🤖 AI Summary
Current large language models (LLMs) for crystal generation support only zero-shot inference, lacking mechanisms for few-shot generation—i.e., leveraging a small number of target-property examples to guide structural design. To address this gap, we propose the first context-learning-enabled few-shot crystal generation framework. Our approach introduces three key innovations: (1) a space-group-aware crystal tokenization scheme that enhances symmetry-preserving structural representation; (2) a conditional-structure-aware hybrid instruction fine-tuning framework; and (3) a multi-task instruction optimization strategy.

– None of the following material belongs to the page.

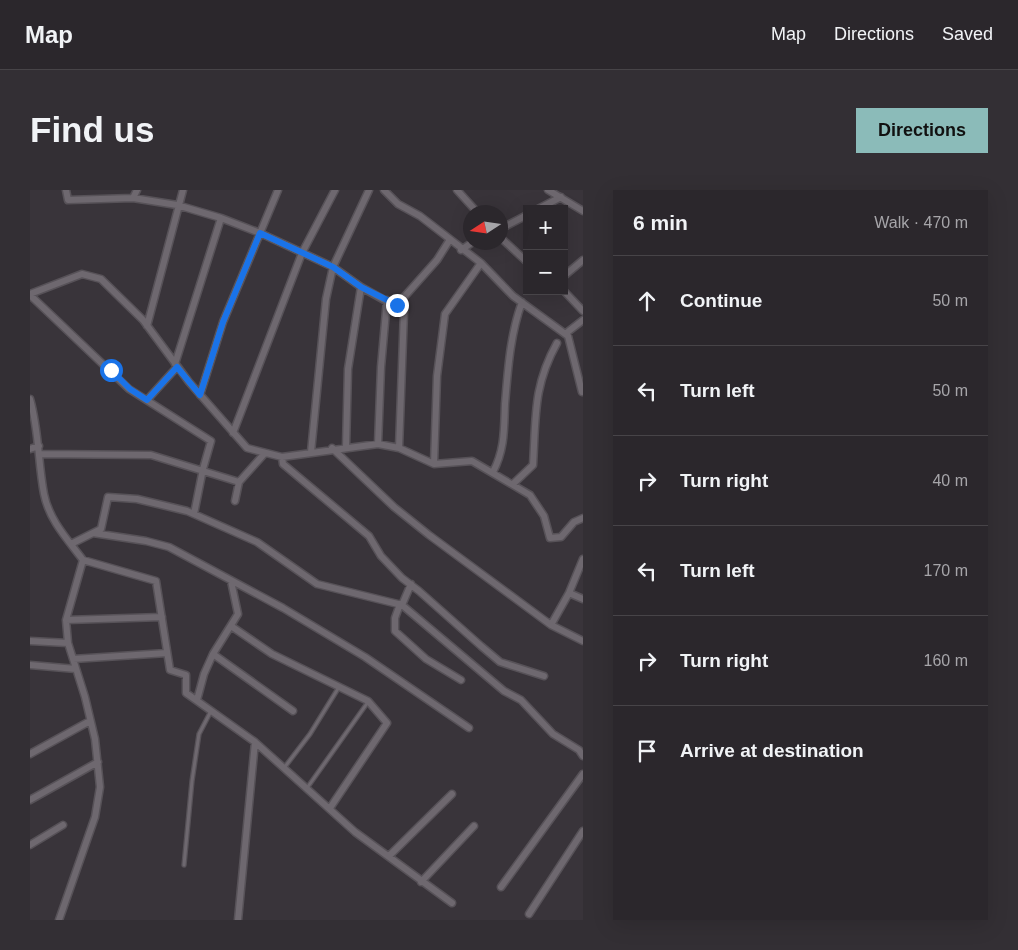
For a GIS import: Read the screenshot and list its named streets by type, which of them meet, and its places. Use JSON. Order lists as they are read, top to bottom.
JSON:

Evaluated on four standard crystal generation benchmarks, our method achieves significant improvements over state-of-the-art methods in both conditional and unconditional generation settings. Notably, it is the first to enable example-driven, controllable, and efficient crystal structure modeling—demonstrating robust generalization from limited property-structure exemplars while preserving physical validity and symmetry constraints.
📝 Abstract
Designing crystal materials with desired physicochemical properties remains a fundamental challenge in materials science. While large language models (LLMs) have demonstrated strong in-context learning (ICL) capabilities, existing LLM-based crystal generation approaches are limited to zero-shot scenarios and are unable to benefit from few-shot scenarios. In contrast, human experts typically design new materials by modifying relevant known structures which aligns closely with the few-shot ICL paradigm. Motivated by this, we propose CrystalICL, a novel model designed for few-shot crystal generation. Specifically, we introduce a space-group based crystal tokenization method, which effectively reduces the complexity of modeling crystal symmetry in LLMs. We further introduce a condition-structure aware hybrid instruction tuning framework and a multi-task instruction tuning strategy, enabling the model to better exploit ICL by capturing structure-property relationships from limited data. Extensive experiments on four crystal generation benchmarks demonstrate the superiority of CrystalICL over the leading baseline methods on conditional and unconditional generation tasks.